Stored data entries:
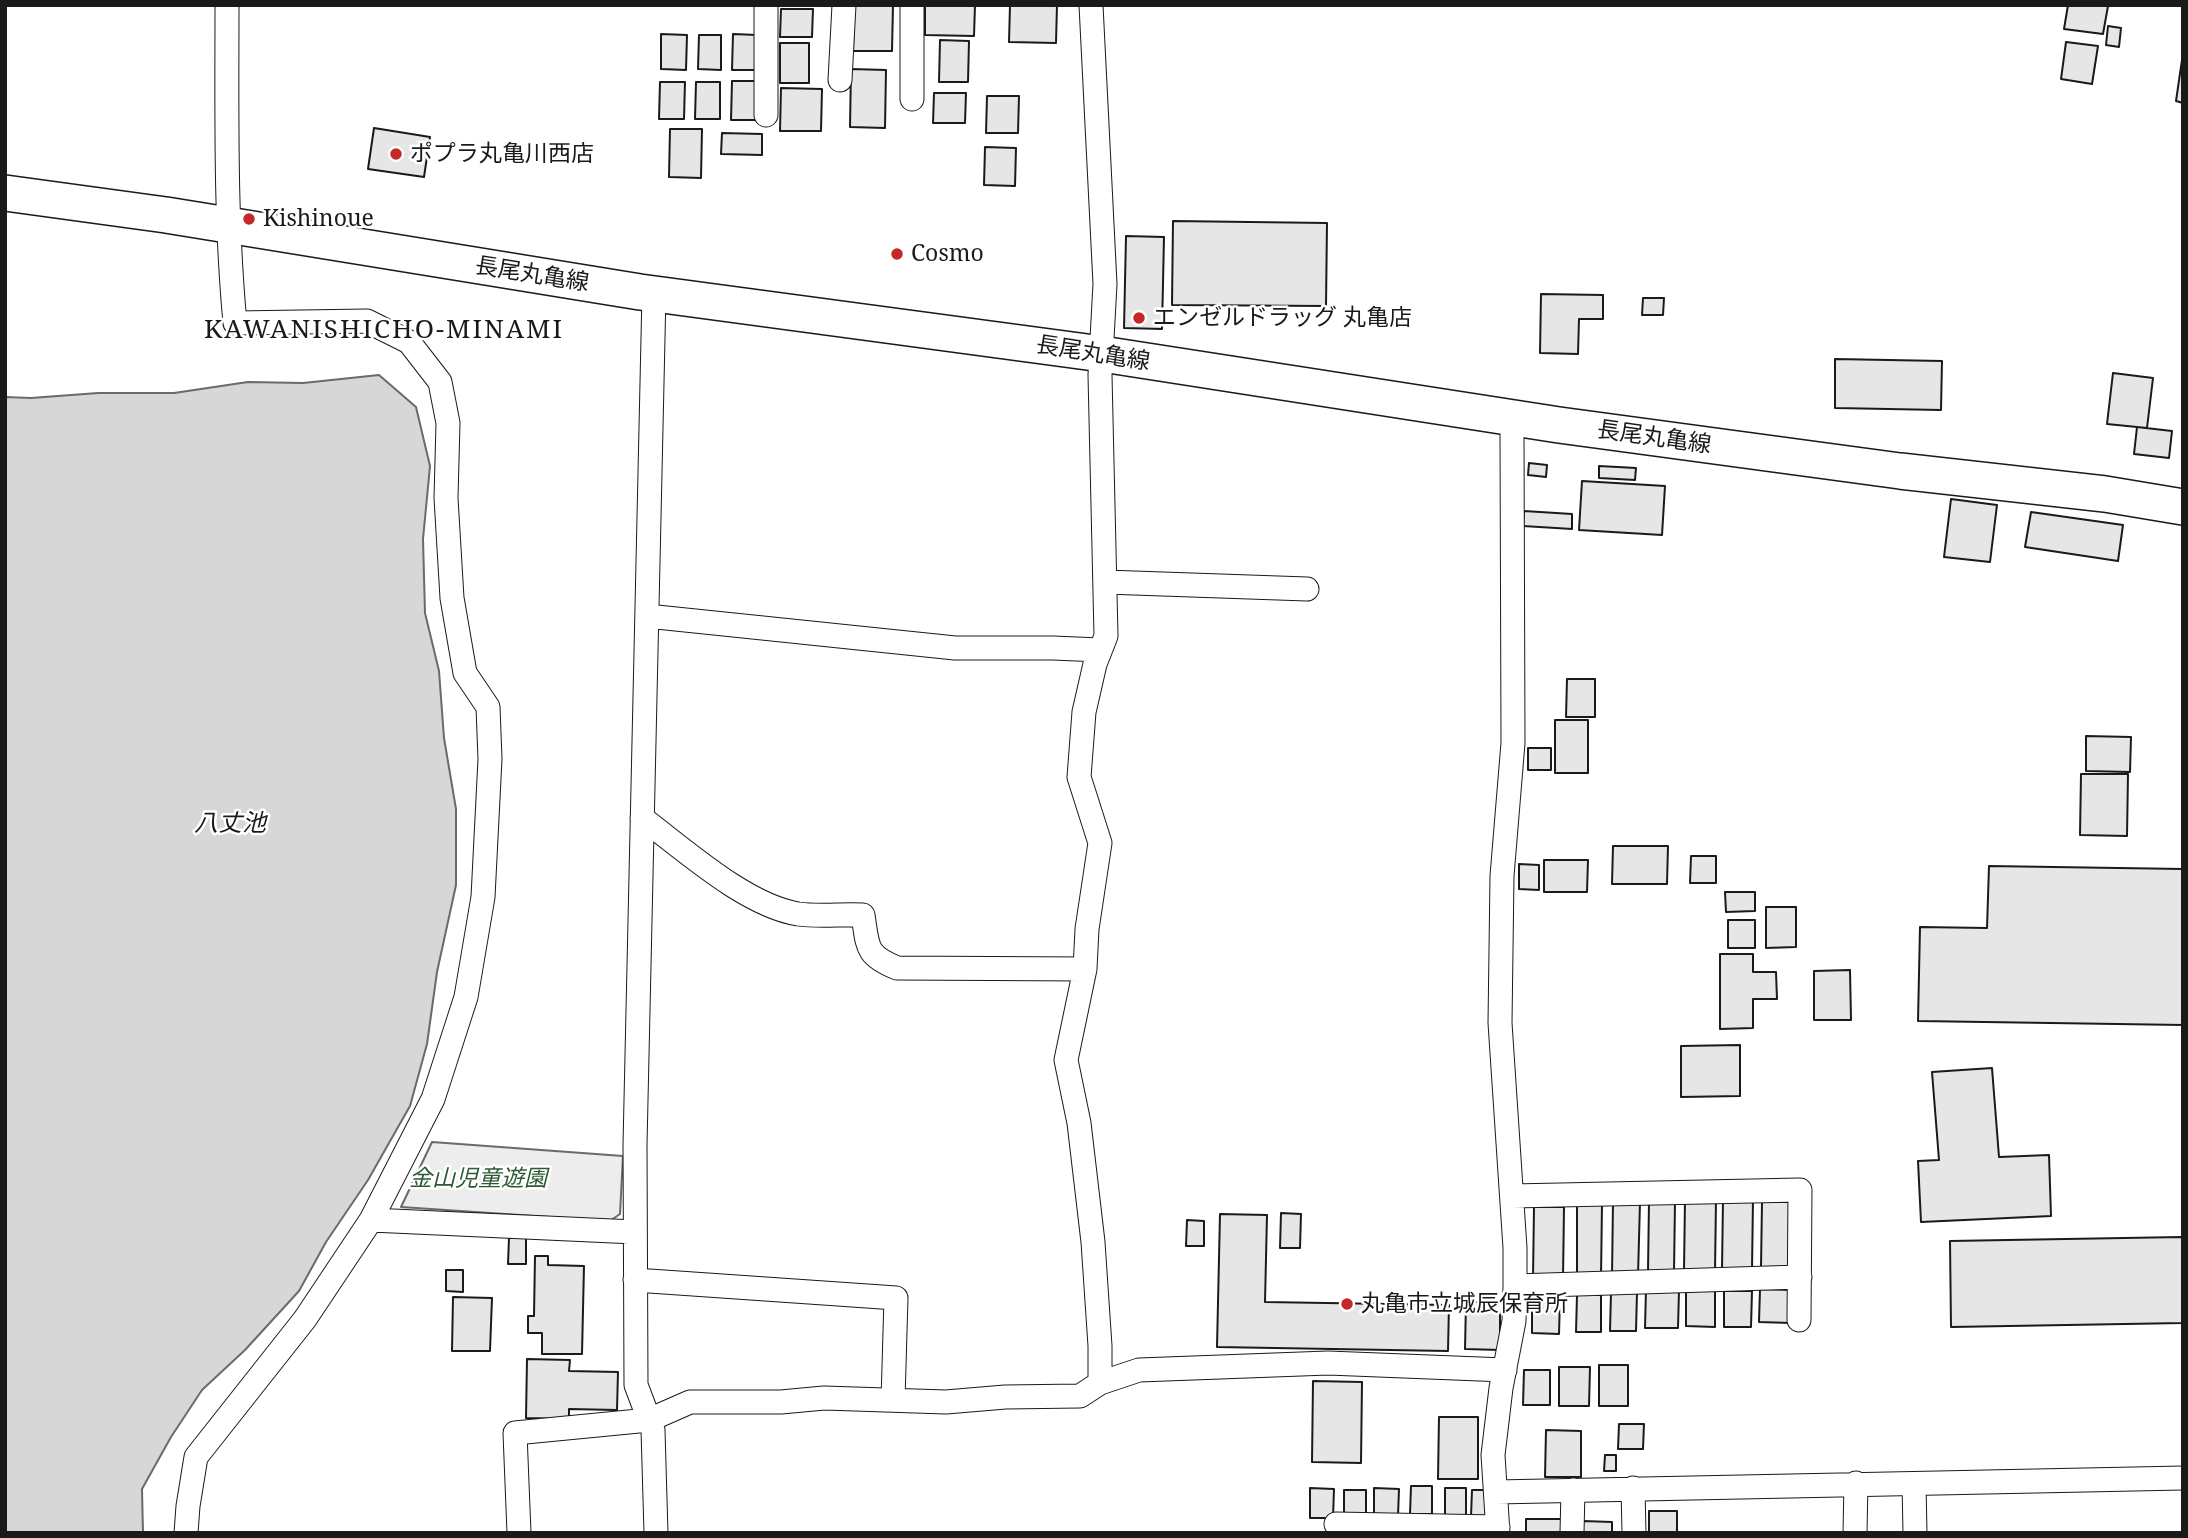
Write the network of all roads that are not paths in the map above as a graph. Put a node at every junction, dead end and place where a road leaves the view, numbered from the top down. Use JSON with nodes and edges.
{"nodes":[{"id":1,"x":227,"y":5,"type":"edge"},
{"id":2,"x":766,"y":5,"type":"edge"},
{"id":3,"x":844,"y":5,"type":"edge"},
{"id":4,"x":912,"y":5,"type":"edge"},
{"id":5,"x":1091,"y":5,"type":"edge"},
{"id":6,"x":840,"y":80,"type":"dead end"},
{"id":7,"x":912,"y":99,"type":"dead end"},
{"id":8,"x":766,"y":115,"type":"dead end"},
{"id":9,"x":5,"y":193,"type":"edge"},
{"id":10,"x":229,"y":225,"type":"junction"},
{"id":11,"x":654,"y":293,"type":"junction"},
{"id":12,"x":1102,"y":355,"type":"junction"},
{"id":13,"x":1514,"y":418,"type":"junction"},
{"id":14,"x":2183,"y":507,"type":"edge"},
{"id":15,"x":1105,"y":582,"type":"junction"},
{"id":16,"x":1307,"y":589,"type":"dead end"},
{"id":17,"x":647,"y":616,"type":"junction"},
{"id":18,"x":1100,"y":650,"type":"junction"},
{"id":19,"x":642,"y":818,"type":"junction"},
{"id":20,"x":1085,"y":969,"type":"junction"},
{"id":21,"x":1512,"y":1196,"type":"junction"},
{"id":22,"x":371,"y":1220,"type":"junction"},
{"id":23,"x":635,"y":1232,"type":"junction"},
{"id":24,"x":1800,"y":1277,"type":"junction"},
{"id":25,"x":635,"y":1280,"type":"junction"},
{"id":26,"x":1515,"y":1286,"type":"junction"},
{"id":27,"x":1800,"y":1320,"type":"dead end"},
{"id":28,"x":1505,"y":1370,"type":"junction"},
{"id":29,"x":1100,"y":1383,"type":"junction"},
{"id":30,"x":893,"y":1400,"type":"junction"},
{"id":31,"x":649,"y":1420,"type":"junction"},
{"id":32,"x":2183,"y":1478,"type":"edge"},
{"id":33,"x":1856,"y":1483,"type":"junction"},
{"id":34,"x":1914,"y":1484,"type":"junction"},
{"id":35,"x":1633,"y":1489,"type":"junction"},
{"id":36,"x":1573,"y":1490,"type":"junction"},
{"id":37,"x":1496,"y":1492,"type":"junction"},
{"id":38,"x":1336,"y":1524,"type":"dead end"},
{"id":39,"x":1498,"y":1530,"type":"edge"},
{"id":40,"x":186,"y":1533,"type":"edge"},
{"id":41,"x":519,"y":1533,"type":"edge"},
{"id":42,"x":656,"y":1533,"type":"edge"},
{"id":43,"x":1572,"y":1533,"type":"edge"},
{"id":44,"x":1634,"y":1533,"type":"edge"},
{"id":45,"x":1855,"y":1533,"type":"edge"},
{"id":46,"x":1915,"y":1533,"type":"edge"}],
"edges":[{"from":1,"to":10,"type":"street"},
{"from":2,"to":8,"type":"street"},
{"from":3,"to":6,"type":"street"},
{"from":4,"to":7,"type":"street"},
{"from":5,"to":12,"type":"street"},
{"from":9,"to":10,"type":"main road","name":"長尾丸亀線"},
{"from":10,"to":11,"type":"main road","name":"長尾丸亀線"},
{"from":10,"to":22,"type":"street"},
{"from":11,"to":12,"type":"main road","name":"長尾丸亀線"},
{"from":11,"to":17,"type":"street"},
{"from":12,"to":13,"type":"main road","name":"長尾丸亀線"},
{"from":12,"to":15,"type":"street"},
{"from":13,"to":14,"type":"main road","name":"長尾丸亀線"},
{"from":13,"to":21,"type":"street"},
{"from":15,"to":16,"type":"street"},
{"from":15,"to":18,"type":"street"},
{"from":17,"to":18,"type":"street"},
{"from":17,"to":19,"type":"street"},
{"from":18,"to":20,"type":"street"},
{"from":19,"to":20,"type":"street"},
{"from":19,"to":23,"type":"street"},
{"from":20,"to":29,"type":"street"},
{"from":21,"to":24,"type":"street"},
{"from":21,"to":26,"type":"street"},
{"from":22,"to":23,"type":"street"},
{"from":22,"to":40,"type":"street"},
{"from":23,"to":25,"type":"street"},
{"from":24,"to":26,"type":"street"},
{"from":24,"to":27,"type":"street"},
{"from":25,"to":30,"type":"street"},
{"from":25,"to":31,"type":"street"},
{"from":26,"to":28,"type":"street"},
{"from":28,"to":29,"type":"street"},
{"from":28,"to":37,"type":"street"},
{"from":29,"to":30,"type":"street"},
{"from":30,"to":31,"type":"street"},
{"from":31,"to":41,"type":"street"},
{"from":31,"to":42,"type":"street"},
{"from":32,"to":34,"type":"street"},
{"from":33,"to":34,"type":"street"},
{"from":33,"to":35,"type":"street"},
{"from":33,"to":45,"type":"street"},
{"from":34,"to":46,"type":"street"},
{"from":35,"to":36,"type":"street"},
{"from":35,"to":44,"type":"street"},
{"from":36,"to":37,"type":"street"},
{"from":36,"to":43,"type":"street"},
{"from":37,"to":39,"type":"street"},
{"from":38,"to":39,"type":"street"}]}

Assignment » Check each line above for the string "dead" and show the ones that have it.

Written response »
Write the network of all roads that are not paths in the map above as a graph. Put a node at every junction, dead end and place where a road leaves the view, numbered from the top down. Use JSON with nodes and edges.
{"id":6,"x":840,"y":80,"type":"dead end"},
{"id":7,"x":912,"y":99,"type":"dead end"},
{"id":8,"x":766,"y":115,"type":"dead end"},
{"id":16,"x":1307,"y":589,"type":"dead end"},
{"id":27,"x":1800,"y":1320,"type":"dead end"},
{"id":38,"x":1336,"y":1524,"type":"dead end"},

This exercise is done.